Hunt Down Harmful Beliefs That Keep you From Accomplishing 20 Times More

Everyone is hobbled by false perceptions of opportunities and threats that lead to wasteful and inappropriate efforts. Millions establish internet based businesses while few make significant income . . . believing they can easily make a fortune with little effort. Why? They read and hear a lot about the exceptions who do well in this challenging medium. Yet tens of millions shun profitable franchise operations that would earn them vastly larger incomes than they enjoy now. Why? They read and hear a lot about a few unethical franchise operators who offer poor opportunities.

Do you believe everything you read in the newspaper and see on television? You’re in trouble if you do.

Organizations do even worse. Why? Individual false perceptions are multiplied because it usually takes agreement to move forward. Fewer and less appropriate opportunities are pursued as a result.

What can you do? Assume that all of your beliefs are based on misperceptions until you’ve checked them out.

Apply Sophisticated Thinking

In his wonderful book, The Unschooled Mind (Basic Books, 1991), cognitive psychologist Professor Howard Gardner argues that people usually think at three different levels. Gardner defines the five-year-old’s mind as the first level.

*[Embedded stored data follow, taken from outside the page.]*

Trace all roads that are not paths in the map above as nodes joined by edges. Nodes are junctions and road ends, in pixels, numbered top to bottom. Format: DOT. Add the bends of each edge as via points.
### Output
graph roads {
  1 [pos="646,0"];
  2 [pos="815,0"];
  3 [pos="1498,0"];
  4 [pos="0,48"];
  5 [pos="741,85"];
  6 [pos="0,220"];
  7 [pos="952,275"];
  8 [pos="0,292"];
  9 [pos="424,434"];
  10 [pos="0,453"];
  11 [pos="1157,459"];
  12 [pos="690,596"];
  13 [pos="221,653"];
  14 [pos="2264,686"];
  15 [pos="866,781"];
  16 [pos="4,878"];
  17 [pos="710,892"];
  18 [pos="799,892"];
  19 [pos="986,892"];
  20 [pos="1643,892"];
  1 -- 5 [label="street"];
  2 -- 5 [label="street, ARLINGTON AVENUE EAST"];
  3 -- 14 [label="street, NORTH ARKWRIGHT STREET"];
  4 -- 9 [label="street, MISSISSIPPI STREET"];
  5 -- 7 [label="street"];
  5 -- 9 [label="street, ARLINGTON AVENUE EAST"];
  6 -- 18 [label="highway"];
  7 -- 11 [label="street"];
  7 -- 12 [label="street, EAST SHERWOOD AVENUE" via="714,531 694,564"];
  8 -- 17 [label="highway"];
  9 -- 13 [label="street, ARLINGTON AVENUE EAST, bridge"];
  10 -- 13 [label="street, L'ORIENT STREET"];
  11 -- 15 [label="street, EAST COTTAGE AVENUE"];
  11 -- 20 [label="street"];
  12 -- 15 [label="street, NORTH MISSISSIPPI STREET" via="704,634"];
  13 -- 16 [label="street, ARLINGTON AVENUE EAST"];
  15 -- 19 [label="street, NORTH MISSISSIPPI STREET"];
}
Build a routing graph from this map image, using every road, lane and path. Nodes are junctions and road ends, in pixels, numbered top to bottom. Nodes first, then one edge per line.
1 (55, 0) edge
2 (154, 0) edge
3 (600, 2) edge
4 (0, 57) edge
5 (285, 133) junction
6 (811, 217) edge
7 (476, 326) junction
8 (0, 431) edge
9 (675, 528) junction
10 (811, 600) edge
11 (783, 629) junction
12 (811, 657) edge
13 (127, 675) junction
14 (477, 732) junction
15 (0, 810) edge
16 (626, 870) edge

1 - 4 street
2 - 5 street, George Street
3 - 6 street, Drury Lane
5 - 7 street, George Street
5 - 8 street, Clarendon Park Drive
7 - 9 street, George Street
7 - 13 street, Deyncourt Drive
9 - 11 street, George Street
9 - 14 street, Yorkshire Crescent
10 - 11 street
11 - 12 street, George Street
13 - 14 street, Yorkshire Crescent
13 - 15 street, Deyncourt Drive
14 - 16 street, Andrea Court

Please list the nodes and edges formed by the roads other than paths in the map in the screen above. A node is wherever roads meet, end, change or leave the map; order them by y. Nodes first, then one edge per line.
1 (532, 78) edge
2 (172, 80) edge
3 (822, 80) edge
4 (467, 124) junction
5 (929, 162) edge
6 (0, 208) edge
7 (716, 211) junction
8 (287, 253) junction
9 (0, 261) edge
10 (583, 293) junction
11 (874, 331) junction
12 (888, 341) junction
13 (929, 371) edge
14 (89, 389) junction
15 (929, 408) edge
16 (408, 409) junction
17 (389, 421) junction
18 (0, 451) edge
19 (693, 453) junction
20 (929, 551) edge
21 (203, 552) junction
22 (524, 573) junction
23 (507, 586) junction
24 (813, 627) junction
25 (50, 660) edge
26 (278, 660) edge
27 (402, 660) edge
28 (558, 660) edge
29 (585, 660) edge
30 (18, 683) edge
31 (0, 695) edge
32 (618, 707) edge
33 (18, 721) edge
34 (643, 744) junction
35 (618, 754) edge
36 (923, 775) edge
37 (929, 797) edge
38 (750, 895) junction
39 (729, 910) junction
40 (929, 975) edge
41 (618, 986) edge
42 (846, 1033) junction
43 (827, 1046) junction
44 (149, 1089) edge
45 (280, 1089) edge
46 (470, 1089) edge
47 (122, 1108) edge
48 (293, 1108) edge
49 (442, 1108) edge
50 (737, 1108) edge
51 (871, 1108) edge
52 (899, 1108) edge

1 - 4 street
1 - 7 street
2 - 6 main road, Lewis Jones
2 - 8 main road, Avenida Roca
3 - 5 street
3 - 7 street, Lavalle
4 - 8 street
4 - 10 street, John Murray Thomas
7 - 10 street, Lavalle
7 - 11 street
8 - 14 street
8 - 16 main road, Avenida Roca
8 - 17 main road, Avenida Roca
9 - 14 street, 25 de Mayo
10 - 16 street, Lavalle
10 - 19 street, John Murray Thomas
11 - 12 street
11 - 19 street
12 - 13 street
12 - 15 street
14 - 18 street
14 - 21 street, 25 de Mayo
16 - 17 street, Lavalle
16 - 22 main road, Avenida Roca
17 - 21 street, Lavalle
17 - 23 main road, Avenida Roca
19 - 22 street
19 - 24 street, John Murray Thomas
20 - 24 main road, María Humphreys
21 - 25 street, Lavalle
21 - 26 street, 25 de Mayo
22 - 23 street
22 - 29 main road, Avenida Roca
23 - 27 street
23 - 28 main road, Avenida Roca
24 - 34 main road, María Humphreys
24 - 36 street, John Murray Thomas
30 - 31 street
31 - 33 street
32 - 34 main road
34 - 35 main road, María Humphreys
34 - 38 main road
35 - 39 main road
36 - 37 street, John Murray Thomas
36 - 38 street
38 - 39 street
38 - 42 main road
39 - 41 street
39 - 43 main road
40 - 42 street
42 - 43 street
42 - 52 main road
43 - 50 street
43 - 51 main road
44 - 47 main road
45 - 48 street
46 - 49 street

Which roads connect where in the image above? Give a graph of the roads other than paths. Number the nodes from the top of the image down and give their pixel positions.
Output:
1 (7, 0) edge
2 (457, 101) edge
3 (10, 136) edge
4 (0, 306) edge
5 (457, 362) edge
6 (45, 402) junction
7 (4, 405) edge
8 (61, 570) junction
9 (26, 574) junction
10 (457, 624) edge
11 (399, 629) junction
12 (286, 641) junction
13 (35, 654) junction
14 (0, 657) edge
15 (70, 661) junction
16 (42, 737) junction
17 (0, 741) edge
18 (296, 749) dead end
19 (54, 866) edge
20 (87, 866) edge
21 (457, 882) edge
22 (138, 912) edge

Five-year-olds usually live in a world where others take care of them and keep them safe from harm. That belief persists when most people become adults and prevents many from becoming independent, fully functioning adults. Overprotection after age five makes matters worse. Another common example of the five-year-old mind is that confident people falsely believe that they are superior in every way to others. Ask any roomful of five-year-olds if they are awesome at something and almost all will agree.

The second level of thinking develops when training, usually in high school and college, gives teens and young adults a grasp of sophisticated concepts that are counterintuitive to the five-year-old’s thought process. Here’s the problem: The student memorizes the concepts long enough to pass the examination.

But Gardner argues that relatively few adults reach the third level of thinking where they can apply the sophisticated concepts to real-life problems. In the absence of that faculty, almost everyone reverts to the five-year-old’s misconceptions for making decisions.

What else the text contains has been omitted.